_Record set_:
# # # # #
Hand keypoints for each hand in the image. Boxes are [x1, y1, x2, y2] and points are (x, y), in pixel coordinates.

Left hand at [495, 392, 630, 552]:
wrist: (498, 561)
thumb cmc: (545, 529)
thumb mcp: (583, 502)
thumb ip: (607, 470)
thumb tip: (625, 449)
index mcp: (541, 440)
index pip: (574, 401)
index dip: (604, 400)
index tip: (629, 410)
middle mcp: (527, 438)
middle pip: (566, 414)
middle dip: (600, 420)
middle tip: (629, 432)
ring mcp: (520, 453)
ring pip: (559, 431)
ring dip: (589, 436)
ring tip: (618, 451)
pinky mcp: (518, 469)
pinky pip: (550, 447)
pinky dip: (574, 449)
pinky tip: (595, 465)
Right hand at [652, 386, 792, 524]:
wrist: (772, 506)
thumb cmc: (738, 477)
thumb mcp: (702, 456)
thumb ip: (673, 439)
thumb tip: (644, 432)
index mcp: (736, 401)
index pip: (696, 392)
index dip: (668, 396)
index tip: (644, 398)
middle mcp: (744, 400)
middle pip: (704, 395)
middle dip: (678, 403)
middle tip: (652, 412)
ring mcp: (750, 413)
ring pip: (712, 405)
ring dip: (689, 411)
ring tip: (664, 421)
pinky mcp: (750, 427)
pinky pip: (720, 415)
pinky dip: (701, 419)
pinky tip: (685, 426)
# # # # #
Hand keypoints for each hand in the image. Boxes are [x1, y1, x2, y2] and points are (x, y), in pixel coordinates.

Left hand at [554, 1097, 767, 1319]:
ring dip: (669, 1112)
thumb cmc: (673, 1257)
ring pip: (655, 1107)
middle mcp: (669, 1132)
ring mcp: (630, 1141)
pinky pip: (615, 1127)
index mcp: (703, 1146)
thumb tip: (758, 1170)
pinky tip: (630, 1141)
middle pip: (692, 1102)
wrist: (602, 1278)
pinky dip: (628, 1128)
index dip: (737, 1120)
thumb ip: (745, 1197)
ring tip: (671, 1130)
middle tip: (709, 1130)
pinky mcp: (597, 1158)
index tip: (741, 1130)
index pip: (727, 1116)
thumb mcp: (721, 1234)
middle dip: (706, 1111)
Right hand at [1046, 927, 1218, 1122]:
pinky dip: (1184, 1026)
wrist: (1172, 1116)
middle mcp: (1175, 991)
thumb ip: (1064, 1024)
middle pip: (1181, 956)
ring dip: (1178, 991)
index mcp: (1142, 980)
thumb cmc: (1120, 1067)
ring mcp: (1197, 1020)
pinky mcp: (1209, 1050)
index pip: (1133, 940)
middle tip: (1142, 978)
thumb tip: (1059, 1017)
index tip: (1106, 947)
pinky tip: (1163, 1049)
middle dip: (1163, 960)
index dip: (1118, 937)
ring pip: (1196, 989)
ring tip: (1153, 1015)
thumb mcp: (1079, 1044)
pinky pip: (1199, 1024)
# # # # #
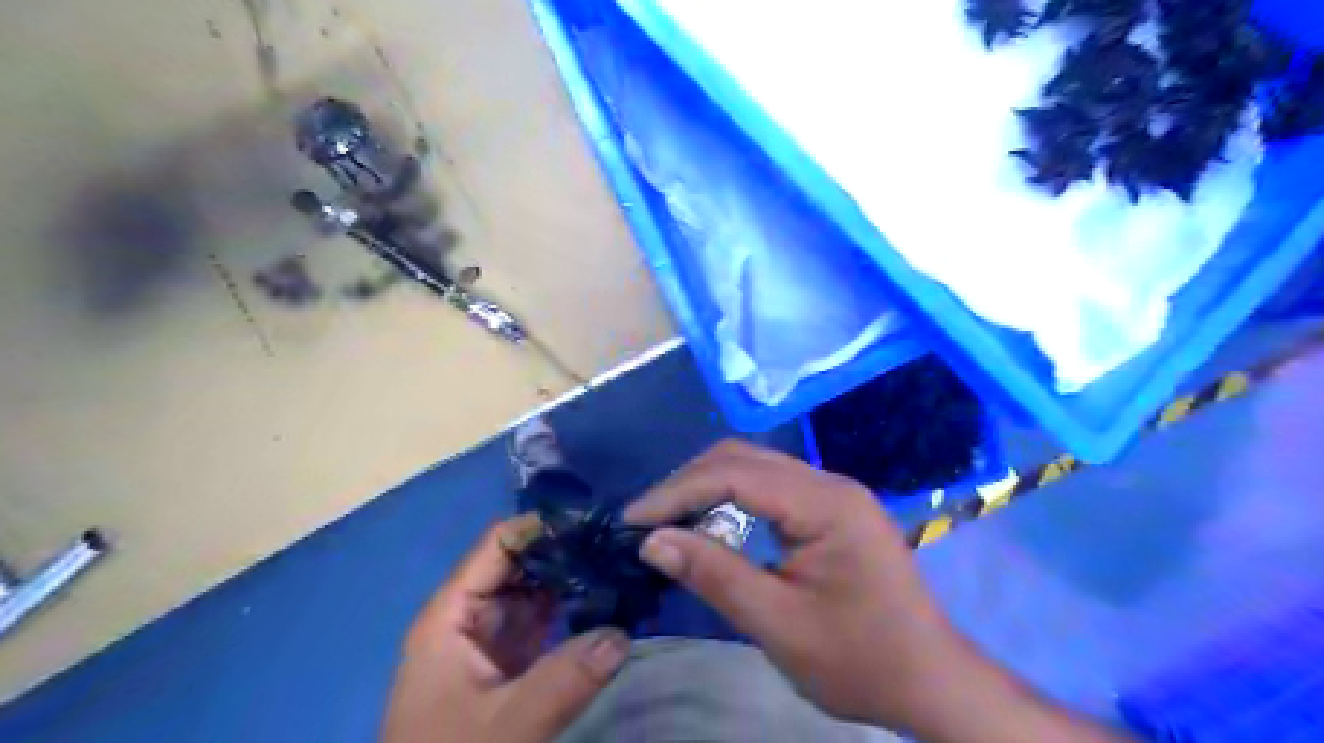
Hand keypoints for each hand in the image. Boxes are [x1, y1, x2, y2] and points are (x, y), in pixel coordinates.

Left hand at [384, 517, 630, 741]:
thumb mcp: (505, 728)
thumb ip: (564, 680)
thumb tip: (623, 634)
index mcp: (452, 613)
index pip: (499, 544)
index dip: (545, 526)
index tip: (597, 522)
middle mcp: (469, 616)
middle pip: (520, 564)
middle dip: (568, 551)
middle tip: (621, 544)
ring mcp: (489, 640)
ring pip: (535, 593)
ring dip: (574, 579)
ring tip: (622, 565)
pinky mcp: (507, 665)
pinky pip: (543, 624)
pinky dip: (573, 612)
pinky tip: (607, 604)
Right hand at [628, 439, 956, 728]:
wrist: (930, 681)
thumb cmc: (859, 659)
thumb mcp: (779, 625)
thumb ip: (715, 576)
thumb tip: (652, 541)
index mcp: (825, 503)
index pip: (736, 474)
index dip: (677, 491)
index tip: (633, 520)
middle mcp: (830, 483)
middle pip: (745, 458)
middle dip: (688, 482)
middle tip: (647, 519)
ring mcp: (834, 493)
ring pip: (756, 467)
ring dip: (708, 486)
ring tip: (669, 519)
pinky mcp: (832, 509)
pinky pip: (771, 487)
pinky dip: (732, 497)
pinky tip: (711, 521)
# # # # #
_What you will do_: What are the lines, exactly as written above, from the line with "middle tip: (709, 1130)" to the line with "pinky pip: (1199, 1024)", both included? Output only those.

_Response below_:
middle tip: (709, 1130)
pinky mcp: (597, 1158)
index tip: (741, 1130)
index pip: (727, 1116)
thumb mcp: (721, 1234)
middle dip: (706, 1111)
Right hand at [1046, 927, 1218, 1122]:
pinky dip: (1184, 1026)
wrist: (1172, 1116)
middle mcp: (1175, 991)
thumb ip: (1064, 1024)
middle pip: (1181, 956)
ring dip: (1178, 991)
index mcp: (1142, 980)
thumb cmc: (1120, 1067)
ring mcp: (1197, 1020)
pinky mcp: (1209, 1050)
index pip: (1133, 940)
middle tip: (1142, 978)
thumb tip: (1059, 1017)
index tip: (1106, 947)
pinky tip: (1163, 1049)
middle dip: (1163, 960)
index dip: (1118, 937)
ring pip: (1196, 989)
ring tip: (1153, 1015)
thumb mcp: (1079, 1044)
pinky pip: (1199, 1024)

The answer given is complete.